### What the task requires:
Note how many lines in the entries contain the string "Uber", then give that number and nothing else.
Records provided START
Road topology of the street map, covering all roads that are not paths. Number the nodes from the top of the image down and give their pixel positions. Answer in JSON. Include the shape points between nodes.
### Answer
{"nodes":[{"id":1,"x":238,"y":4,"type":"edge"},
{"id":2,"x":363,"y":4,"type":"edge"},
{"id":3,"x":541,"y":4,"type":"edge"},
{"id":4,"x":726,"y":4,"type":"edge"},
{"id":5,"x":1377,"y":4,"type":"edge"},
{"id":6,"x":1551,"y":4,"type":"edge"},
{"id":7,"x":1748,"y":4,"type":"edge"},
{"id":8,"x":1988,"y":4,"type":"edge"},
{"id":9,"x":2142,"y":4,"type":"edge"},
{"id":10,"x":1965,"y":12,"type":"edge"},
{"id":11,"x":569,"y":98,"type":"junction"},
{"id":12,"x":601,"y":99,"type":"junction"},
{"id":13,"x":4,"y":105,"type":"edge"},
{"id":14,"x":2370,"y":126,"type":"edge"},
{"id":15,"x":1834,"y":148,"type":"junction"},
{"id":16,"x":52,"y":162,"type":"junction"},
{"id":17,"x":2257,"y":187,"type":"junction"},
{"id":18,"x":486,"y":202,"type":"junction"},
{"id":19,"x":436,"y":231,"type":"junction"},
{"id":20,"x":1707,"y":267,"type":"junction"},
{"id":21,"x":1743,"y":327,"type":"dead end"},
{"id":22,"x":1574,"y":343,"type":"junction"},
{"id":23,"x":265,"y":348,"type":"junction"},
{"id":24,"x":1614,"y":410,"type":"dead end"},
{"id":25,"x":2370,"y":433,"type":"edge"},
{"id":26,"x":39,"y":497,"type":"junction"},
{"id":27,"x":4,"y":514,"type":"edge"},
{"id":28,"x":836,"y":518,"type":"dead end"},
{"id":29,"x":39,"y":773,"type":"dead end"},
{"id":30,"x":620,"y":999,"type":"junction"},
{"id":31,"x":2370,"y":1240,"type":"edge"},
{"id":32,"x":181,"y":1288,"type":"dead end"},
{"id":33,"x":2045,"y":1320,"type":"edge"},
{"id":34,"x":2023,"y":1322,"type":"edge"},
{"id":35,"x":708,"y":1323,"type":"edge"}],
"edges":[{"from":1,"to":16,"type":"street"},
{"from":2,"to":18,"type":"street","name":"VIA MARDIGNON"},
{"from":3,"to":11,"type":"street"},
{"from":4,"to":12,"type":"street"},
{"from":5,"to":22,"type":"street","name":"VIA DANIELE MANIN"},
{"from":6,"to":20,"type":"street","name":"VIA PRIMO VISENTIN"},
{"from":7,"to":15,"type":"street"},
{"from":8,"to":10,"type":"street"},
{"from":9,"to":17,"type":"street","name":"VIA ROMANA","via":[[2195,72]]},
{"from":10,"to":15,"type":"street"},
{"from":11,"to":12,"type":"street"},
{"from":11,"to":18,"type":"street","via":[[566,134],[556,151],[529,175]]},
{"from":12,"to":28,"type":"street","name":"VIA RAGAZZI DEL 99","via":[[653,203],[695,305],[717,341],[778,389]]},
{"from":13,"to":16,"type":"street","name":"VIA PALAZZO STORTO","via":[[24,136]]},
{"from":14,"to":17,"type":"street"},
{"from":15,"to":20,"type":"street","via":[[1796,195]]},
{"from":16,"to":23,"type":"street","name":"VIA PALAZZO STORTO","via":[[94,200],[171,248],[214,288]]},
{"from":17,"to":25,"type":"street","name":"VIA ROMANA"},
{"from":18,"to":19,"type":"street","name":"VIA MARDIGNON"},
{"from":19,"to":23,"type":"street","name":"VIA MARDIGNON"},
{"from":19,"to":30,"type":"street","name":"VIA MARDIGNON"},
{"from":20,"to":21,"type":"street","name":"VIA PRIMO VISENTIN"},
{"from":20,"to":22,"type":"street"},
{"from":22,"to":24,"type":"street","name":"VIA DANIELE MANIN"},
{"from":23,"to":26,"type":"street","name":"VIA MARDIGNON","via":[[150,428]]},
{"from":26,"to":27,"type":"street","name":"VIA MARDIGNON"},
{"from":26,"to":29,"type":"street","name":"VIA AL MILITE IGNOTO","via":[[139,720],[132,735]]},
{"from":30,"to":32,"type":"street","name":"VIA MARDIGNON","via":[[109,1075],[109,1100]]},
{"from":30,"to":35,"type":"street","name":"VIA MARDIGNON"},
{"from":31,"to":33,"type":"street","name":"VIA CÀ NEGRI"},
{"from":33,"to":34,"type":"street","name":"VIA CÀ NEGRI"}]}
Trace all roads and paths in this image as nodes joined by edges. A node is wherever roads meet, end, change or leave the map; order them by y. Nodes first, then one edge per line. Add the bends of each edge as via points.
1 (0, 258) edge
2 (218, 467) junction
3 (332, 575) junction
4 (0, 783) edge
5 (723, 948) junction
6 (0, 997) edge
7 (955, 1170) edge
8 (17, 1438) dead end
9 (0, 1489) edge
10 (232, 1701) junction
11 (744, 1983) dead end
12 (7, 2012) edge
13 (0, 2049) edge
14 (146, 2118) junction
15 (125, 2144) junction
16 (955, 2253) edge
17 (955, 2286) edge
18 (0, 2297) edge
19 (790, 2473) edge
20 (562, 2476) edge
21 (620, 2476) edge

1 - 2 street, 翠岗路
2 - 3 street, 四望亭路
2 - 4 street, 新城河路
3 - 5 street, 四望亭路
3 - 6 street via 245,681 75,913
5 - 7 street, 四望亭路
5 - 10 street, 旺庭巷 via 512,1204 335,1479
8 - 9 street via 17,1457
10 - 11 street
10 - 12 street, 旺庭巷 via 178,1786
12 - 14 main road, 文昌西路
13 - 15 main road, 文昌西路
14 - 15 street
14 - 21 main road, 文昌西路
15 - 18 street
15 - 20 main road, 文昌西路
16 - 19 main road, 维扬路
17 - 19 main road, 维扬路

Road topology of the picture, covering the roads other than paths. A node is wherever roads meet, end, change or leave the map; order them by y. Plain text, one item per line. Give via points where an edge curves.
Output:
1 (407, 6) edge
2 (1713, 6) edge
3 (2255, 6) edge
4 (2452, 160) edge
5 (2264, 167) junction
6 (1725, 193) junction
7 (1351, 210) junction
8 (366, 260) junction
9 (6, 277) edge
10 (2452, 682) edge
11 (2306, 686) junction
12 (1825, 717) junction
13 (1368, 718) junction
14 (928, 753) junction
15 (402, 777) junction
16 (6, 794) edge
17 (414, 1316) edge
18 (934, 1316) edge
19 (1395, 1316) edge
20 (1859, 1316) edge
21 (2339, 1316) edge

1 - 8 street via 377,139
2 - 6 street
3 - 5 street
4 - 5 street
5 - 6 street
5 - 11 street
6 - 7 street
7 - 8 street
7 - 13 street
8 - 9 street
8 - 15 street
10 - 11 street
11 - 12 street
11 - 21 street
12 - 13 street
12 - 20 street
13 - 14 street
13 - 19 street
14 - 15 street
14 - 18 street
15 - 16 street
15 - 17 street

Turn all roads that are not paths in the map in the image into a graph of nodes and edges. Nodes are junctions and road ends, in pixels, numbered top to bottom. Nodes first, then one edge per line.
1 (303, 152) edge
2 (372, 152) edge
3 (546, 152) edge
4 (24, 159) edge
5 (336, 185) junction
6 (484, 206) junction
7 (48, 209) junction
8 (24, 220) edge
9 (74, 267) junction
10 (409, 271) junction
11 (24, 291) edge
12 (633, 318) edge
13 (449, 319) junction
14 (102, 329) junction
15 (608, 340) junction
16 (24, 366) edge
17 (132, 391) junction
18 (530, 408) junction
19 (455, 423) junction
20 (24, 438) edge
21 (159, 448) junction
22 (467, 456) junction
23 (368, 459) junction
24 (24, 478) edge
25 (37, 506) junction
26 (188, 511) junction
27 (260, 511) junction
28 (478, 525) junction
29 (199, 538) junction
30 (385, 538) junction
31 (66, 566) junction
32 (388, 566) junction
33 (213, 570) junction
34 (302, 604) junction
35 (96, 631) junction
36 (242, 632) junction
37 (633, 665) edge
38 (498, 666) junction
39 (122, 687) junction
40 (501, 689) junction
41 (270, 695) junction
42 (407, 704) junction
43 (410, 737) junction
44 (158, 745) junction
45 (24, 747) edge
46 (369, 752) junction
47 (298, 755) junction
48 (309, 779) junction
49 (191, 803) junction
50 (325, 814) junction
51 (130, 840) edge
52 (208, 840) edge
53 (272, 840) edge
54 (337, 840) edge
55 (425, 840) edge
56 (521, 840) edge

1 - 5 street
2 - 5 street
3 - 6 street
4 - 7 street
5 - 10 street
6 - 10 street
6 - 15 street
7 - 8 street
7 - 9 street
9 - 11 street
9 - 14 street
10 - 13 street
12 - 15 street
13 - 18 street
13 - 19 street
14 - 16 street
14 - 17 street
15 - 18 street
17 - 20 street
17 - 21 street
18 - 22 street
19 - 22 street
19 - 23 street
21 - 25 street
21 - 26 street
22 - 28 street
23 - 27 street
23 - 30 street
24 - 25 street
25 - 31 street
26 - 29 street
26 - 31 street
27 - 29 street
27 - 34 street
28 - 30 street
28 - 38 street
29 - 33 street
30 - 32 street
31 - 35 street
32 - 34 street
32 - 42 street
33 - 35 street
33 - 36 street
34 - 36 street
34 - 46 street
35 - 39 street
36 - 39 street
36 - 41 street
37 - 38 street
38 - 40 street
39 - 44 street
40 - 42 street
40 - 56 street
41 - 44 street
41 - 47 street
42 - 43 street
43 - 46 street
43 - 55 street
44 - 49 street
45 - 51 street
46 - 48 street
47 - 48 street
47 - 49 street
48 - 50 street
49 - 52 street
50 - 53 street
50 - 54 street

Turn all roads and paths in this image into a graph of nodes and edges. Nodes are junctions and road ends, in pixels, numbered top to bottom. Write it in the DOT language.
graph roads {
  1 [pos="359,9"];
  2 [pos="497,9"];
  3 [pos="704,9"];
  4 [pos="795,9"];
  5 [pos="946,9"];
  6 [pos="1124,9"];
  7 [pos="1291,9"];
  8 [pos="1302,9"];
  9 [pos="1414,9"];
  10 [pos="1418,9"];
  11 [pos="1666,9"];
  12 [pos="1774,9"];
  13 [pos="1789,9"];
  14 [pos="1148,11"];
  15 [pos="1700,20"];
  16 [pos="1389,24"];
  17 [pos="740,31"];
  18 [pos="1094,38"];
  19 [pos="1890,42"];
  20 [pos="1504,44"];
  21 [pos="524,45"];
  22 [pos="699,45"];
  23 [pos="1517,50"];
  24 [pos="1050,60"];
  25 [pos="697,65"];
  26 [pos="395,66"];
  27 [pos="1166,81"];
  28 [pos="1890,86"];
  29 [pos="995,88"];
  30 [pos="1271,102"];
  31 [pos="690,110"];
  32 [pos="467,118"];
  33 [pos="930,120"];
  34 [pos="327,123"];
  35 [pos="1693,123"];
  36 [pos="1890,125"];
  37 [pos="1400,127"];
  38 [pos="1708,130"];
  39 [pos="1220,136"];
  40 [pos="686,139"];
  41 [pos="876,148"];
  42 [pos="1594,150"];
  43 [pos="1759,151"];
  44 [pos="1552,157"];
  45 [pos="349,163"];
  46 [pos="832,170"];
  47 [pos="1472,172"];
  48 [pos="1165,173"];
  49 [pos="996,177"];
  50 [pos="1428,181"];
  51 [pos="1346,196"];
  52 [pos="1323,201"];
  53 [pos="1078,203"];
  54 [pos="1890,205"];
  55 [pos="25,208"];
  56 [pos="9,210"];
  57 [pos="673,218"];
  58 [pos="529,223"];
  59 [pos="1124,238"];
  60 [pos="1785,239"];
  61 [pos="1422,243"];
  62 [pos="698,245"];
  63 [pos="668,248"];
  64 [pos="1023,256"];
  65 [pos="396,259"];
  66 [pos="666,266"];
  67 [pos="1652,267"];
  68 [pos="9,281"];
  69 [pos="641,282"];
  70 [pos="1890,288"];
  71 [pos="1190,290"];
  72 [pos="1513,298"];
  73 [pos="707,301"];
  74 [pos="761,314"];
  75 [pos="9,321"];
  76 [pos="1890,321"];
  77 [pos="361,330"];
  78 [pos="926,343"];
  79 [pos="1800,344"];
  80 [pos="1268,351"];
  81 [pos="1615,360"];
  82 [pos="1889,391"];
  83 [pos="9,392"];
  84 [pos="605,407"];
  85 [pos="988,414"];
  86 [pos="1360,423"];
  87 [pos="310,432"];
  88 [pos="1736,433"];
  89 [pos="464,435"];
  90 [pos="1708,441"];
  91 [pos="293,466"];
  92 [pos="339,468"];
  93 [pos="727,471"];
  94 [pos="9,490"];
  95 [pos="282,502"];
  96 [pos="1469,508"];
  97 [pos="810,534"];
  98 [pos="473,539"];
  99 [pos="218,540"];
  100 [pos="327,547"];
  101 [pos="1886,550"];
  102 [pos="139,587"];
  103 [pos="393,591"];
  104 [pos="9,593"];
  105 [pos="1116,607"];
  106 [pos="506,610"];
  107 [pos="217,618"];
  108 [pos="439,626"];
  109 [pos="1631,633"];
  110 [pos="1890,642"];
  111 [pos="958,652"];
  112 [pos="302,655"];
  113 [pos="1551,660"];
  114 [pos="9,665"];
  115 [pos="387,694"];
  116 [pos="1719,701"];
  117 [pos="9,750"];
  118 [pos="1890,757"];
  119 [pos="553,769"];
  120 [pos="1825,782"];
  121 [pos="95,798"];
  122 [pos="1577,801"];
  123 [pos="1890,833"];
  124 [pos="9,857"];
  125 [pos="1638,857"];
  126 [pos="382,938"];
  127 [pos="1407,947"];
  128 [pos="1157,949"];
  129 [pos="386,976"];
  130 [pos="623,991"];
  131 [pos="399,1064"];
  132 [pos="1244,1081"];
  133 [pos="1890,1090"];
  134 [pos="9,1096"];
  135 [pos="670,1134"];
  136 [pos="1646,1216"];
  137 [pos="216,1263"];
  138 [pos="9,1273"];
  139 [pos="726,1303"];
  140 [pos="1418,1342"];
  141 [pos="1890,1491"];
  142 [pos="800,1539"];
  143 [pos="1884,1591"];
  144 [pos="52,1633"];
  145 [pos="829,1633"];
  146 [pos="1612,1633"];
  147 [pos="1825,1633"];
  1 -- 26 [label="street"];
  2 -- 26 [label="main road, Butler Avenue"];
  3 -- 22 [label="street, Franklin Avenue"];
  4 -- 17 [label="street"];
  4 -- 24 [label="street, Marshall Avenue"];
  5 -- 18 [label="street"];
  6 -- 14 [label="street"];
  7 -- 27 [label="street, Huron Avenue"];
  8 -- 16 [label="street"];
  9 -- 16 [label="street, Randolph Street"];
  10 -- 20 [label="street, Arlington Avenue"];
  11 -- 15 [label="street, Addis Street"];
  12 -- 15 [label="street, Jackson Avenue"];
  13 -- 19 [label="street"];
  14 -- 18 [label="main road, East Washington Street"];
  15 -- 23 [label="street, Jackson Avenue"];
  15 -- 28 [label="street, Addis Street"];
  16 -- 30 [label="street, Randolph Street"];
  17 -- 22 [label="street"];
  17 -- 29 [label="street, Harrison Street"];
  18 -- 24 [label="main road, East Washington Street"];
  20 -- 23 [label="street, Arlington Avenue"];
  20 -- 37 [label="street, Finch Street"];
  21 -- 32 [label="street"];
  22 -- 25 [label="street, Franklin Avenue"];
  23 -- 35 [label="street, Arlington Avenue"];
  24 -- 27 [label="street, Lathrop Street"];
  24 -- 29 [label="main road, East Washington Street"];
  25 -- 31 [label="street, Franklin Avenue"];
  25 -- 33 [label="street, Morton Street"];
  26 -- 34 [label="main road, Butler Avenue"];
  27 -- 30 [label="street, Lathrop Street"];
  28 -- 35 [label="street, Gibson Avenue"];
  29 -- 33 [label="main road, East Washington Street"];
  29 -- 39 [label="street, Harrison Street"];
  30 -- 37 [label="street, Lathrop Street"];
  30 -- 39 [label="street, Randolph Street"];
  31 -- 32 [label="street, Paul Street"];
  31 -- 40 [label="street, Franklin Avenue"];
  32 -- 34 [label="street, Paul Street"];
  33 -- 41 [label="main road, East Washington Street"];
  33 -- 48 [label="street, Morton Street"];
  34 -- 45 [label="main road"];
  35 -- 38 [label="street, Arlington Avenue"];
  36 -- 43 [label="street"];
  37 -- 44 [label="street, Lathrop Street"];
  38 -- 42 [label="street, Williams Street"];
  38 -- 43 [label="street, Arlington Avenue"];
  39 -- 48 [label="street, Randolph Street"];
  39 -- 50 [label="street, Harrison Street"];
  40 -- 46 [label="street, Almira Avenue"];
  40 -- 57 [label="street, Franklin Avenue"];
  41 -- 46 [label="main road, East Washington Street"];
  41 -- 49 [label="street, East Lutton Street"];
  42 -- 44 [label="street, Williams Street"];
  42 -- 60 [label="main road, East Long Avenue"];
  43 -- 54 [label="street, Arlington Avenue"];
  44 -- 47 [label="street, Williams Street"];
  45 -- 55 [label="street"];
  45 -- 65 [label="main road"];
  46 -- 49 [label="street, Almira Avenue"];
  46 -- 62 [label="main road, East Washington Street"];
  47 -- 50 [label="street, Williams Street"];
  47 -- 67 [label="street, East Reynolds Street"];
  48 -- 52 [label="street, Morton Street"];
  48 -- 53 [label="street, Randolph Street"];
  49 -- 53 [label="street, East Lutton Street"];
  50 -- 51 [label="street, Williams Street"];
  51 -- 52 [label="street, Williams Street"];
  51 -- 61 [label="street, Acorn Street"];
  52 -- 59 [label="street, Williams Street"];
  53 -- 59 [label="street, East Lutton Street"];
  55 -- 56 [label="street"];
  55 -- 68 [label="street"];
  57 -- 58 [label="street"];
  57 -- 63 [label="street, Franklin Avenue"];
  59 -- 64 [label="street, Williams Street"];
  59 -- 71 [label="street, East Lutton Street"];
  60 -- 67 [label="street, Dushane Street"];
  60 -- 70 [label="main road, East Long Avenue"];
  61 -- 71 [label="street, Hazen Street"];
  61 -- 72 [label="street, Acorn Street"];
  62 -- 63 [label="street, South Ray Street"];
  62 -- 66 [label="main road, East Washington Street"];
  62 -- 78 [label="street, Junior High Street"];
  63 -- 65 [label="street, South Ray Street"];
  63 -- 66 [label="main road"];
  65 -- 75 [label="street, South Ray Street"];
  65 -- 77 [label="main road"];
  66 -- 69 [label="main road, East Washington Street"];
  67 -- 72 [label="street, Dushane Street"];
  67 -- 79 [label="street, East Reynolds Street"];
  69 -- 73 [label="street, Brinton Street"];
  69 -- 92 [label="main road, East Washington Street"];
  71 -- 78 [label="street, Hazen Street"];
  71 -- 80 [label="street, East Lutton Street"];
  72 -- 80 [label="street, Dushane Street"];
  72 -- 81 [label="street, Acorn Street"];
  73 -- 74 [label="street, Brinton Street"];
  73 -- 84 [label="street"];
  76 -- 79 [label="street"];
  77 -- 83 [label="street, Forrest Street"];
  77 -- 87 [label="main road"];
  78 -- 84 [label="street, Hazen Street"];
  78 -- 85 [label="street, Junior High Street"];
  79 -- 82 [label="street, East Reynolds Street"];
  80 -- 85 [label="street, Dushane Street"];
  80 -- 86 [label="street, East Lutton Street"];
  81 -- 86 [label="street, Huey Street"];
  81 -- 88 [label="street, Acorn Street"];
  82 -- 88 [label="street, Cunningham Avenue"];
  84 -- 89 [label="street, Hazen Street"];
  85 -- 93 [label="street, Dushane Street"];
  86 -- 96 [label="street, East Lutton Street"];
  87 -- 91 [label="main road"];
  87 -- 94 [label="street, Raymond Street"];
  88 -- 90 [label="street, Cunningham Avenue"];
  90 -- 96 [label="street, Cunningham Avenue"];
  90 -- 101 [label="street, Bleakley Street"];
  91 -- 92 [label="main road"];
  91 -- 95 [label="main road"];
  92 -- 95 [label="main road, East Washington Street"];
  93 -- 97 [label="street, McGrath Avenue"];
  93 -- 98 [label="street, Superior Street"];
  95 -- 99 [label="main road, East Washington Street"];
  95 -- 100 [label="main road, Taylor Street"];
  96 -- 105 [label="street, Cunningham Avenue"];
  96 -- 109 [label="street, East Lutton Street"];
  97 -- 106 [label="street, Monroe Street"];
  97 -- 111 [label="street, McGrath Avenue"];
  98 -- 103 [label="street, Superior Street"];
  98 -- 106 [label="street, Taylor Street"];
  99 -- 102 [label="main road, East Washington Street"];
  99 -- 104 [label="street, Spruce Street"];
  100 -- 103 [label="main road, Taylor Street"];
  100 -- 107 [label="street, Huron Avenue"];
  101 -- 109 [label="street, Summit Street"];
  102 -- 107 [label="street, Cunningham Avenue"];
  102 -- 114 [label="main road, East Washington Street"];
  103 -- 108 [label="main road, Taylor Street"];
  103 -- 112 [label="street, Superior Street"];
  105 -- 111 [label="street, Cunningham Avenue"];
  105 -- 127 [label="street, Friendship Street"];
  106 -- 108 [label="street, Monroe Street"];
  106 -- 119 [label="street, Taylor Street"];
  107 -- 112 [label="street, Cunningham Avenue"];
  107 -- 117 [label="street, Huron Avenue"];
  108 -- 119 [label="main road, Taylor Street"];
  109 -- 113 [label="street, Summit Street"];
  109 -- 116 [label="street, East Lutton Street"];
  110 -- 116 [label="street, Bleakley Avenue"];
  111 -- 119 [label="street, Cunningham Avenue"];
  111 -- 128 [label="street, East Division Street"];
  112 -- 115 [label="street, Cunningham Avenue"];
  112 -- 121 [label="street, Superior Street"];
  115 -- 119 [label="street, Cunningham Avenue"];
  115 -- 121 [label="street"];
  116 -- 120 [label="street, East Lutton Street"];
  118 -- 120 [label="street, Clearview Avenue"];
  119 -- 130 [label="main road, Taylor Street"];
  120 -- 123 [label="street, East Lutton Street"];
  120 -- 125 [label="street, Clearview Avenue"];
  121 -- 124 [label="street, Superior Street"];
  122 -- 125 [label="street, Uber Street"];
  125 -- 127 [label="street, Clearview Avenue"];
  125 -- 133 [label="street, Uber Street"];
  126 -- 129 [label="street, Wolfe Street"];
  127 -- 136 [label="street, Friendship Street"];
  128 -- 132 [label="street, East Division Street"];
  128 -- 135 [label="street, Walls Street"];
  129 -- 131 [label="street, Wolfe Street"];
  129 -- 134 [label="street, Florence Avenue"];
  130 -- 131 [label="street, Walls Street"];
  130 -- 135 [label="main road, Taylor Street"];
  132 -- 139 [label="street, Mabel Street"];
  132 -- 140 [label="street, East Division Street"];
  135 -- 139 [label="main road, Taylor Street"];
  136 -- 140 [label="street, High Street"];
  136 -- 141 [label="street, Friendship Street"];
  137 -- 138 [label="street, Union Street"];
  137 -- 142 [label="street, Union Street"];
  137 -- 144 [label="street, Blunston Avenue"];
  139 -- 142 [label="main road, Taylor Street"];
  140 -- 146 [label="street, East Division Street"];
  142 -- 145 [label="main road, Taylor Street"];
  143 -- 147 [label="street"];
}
Records provided END
### Written reply:
2